It’s a coolish winters day. The kind where the sky is a soft grey blanket and even the sun struggles to get going.
Hibernation seems to be the only acceptable thing to do and yet, like all things, the day must move forward.
Jobs to do, people to see, places to go and a brain that struggles to switch off.
There are moments when we all long for, yearn even, for a lull in our life. A break from the steady stream of jobs to do and the onslaught of information coming at us in a mobile world.
I dreamed the other day of a retreat into the wilderness; a cabin by myself, without WiFi, phone or television. Without a job to do, washing to clean, meals to make, kids to taxi about….oh I could go on!
The day was stiflingly standard in its course: wake, breaky, bundle kids out the door, work, meeting, pick up kids, dinner done, kids in bed, clean crap, stagger to shower and bed.
Lying in the darkness at the end of a day, with my free fleeting minutes of private thought, I even toyed with the idea of booking into a Buddhist sanctuary for some practice in soothing solitude.
Ah, to find some balance. To arrive at that place of contentment.
We convince ourselves that a break away from the busyness of the everyday, is just around the corner; in our next lot of holidays or once this job is finished, but like all things in life, we never really ‘arrive’.
The holiday ended up being frenetic, the kids got sick and there is still a burgeoning pile of things to do upon our return.
That job ended, but now it’s on to the next one before I fall behind on things.
And of course in always trying to keep up, the lists grow long and time sensing this, seems to sink into the ethos.
I’m a hopeless optimist and without fail, at the end of a working week I convince myself that come the weekend, I’ll be able to catch up – ‘do it all!’.
As if by some curious magic, time will slow on a Saturday and Sunday and I’ll be at my most willing and able to perform any number of planned feats.
I will have caught up come Monday. Arrived!
But of course, it’s just a disaster on weekly repeat which only adds to that sense of failure in striking the illusive ‘balance’.
Planning fallacy I’ve discovered recently, is actually a semi-technical term given to this very real condition! It’s the tendency to underestimate the time needed to do things.
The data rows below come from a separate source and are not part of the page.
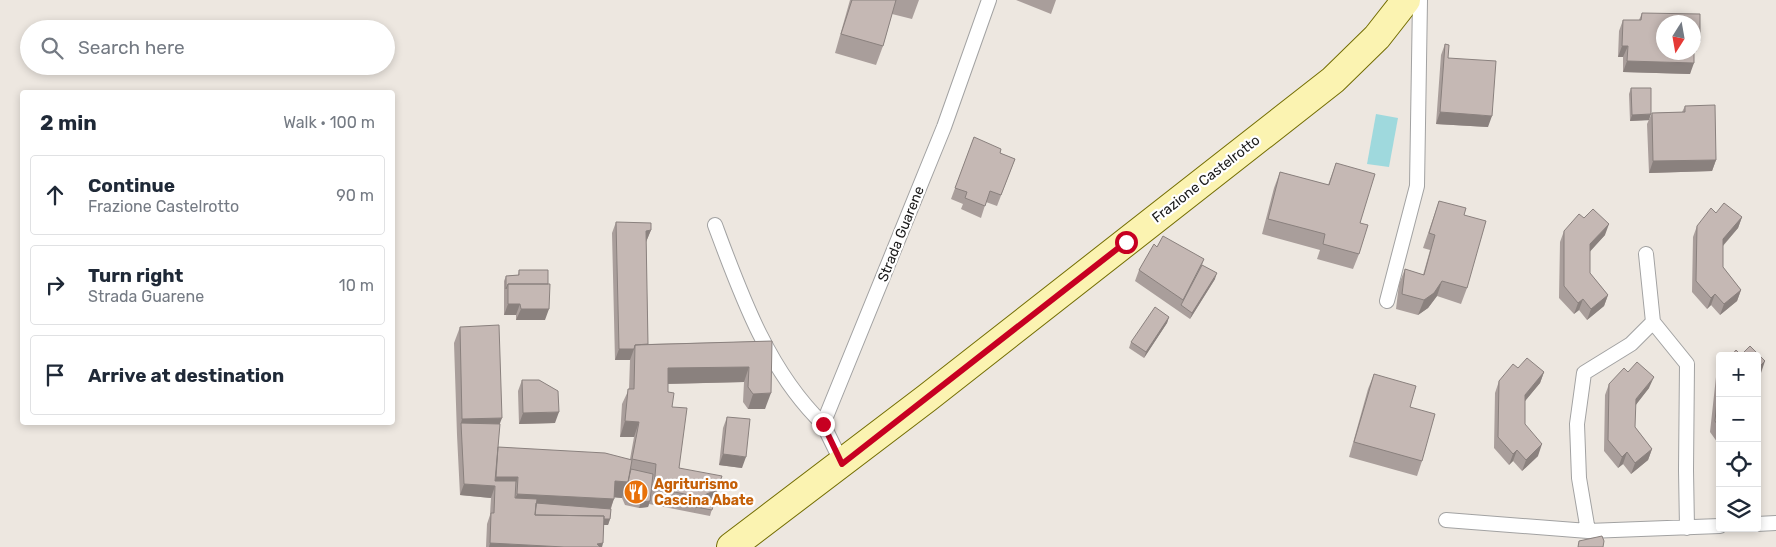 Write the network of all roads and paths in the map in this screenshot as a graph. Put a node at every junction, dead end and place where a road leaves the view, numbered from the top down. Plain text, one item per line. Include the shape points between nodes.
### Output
1 (989, 0) edge
2 (1406, 0) edge
3 (1420, 0) edge
4 (715, 225) dead end
5 (1646, 254) dead end
6 (1387, 301) dead end
7 (1653, 322) junction
8 (823, 424) junction
9 (842, 464) junction
10 (1446, 520) dead end
11 (1776, 523) edge
12 (1761, 524) edge
13 (1716, 526) edge
14 (1688, 528) junction
15 (1588, 531) junction
16 (731, 547) edge

1 - 8 lane, Strada Guarene via 944,127
2 - 9 main road, Frazione Castelrotto via 1377,37 1333,80
3 - 6 lane via 1417,186
4 - 8 lane via 742,300 779,368 808,409
5 - 7 lane
7 - 14 lane via 1687,364
7 - 15 lane via 1631,344 1584,373 1577,424 1579,478
8 - 9 lane
9 - 16 main road, Frazione Castelrotto
10 - 15 lane
11 - 12 lane
13 - 14 lane
14 - 15 lane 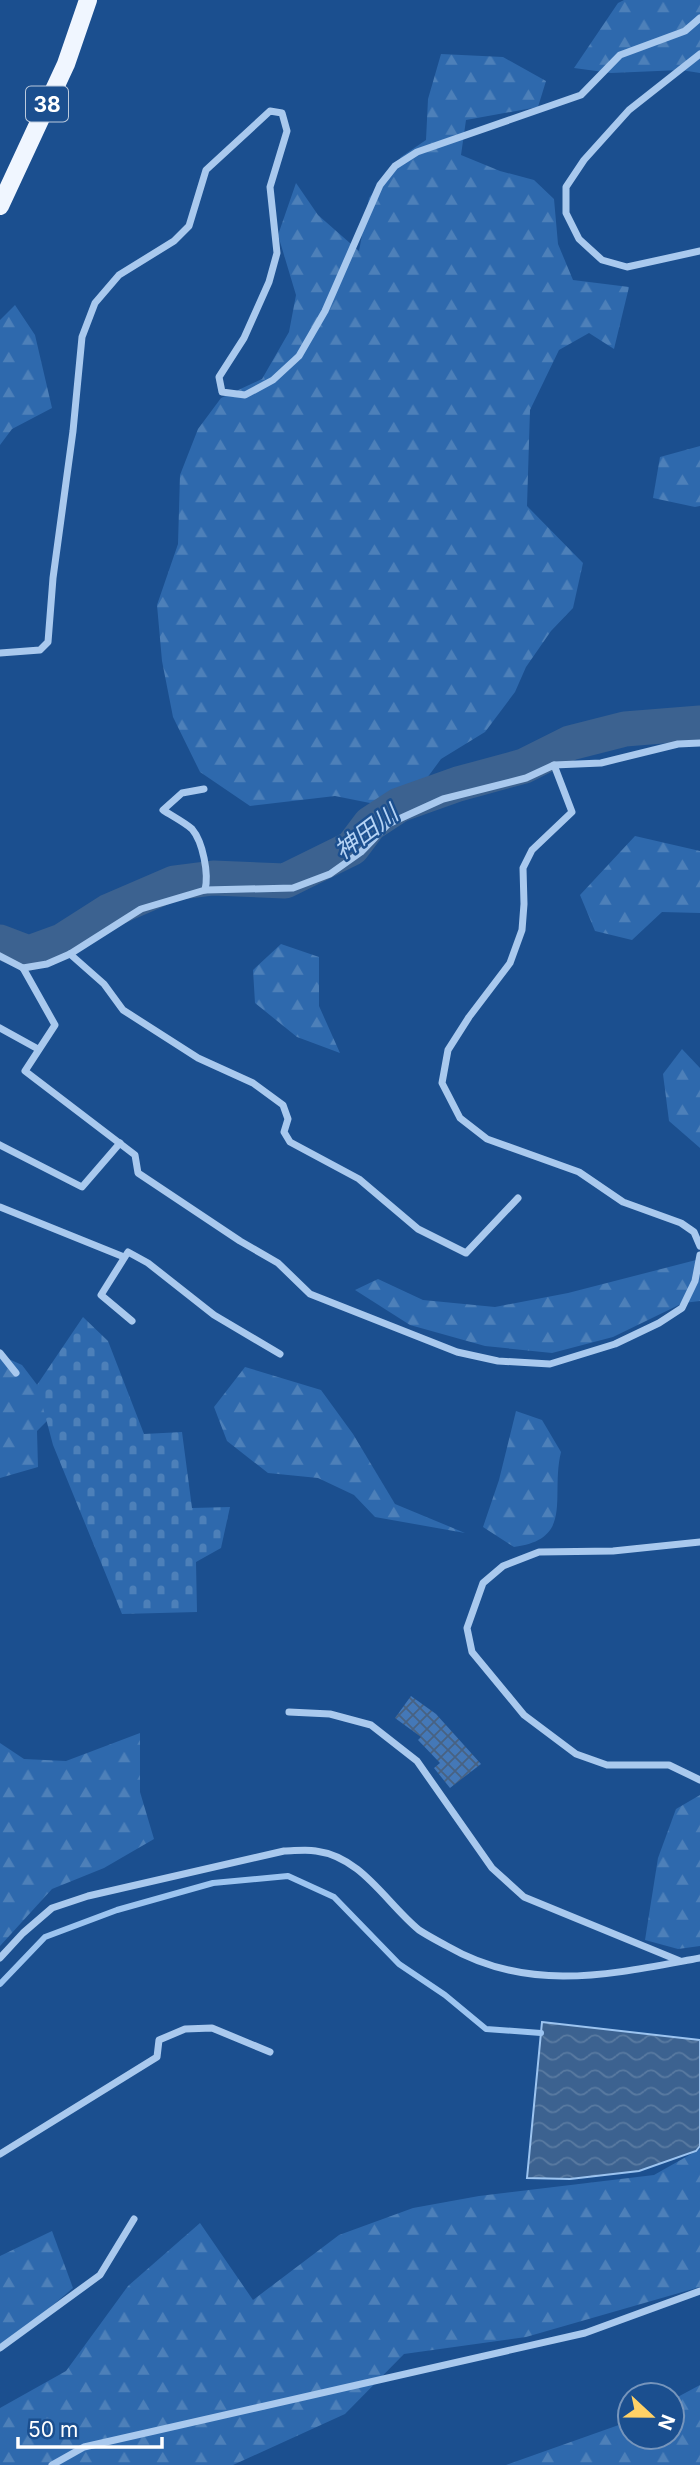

I reckon it’s indicative of how my brain works in also overestimating what actually needs to get done.
Is Balance Best?
So do we ever really get to that place of balance? A place of calm and contentment, where work and our private lives find some happy middle ground?
Do we ever really ‘arrive’?
There seems to exist (at least in my mind) a stubborn idea that life should never really be ‘go, go, go’ all the time.
And yet, THAT IS LIFE.
That is exactly its function: to be, to exists, to remain constant. The alternative is lifelessness. And, well….. that’s not going to work out!
So rather than wishing for it to all just slow down at times, it becomes this battle for balance – one
I fear we should never have attempted to engage in from the start.
It’s relatively unrealistic to imagine that ‘balance’ is something we could even hope to achieve, considering the nature of our lives today.
And yet we talk about ‘finding balance’ in our life like it’s the natural order of things. The right or best way to be.
Like our mental state, if we’re not of sound mind all the time, some thing’s wrong.
But of course, I’m yet to find anybody who’s all ‘there’, all the time. Each of us are just a little weird, up and down, unique entities in our own right.
Just so, our lives area a constant hum of activities that involve all aspects of us: our family life, our work, our relationships, our social interactions, all merging and melting into one.
The scales naturally are constantly shifting as we navigate our way through the myriad of roles we take on and stability remains illusive.
Just being OK with this, might lighten our load.
Perhaps like the seasons, we too should see this constant battle for balance, as our natural state.
The norm as it were.
Maybe then we could give up the futile fight for balance and our ambitions to ‘arrive’ in life and see the persistent tussle as the truest way to live.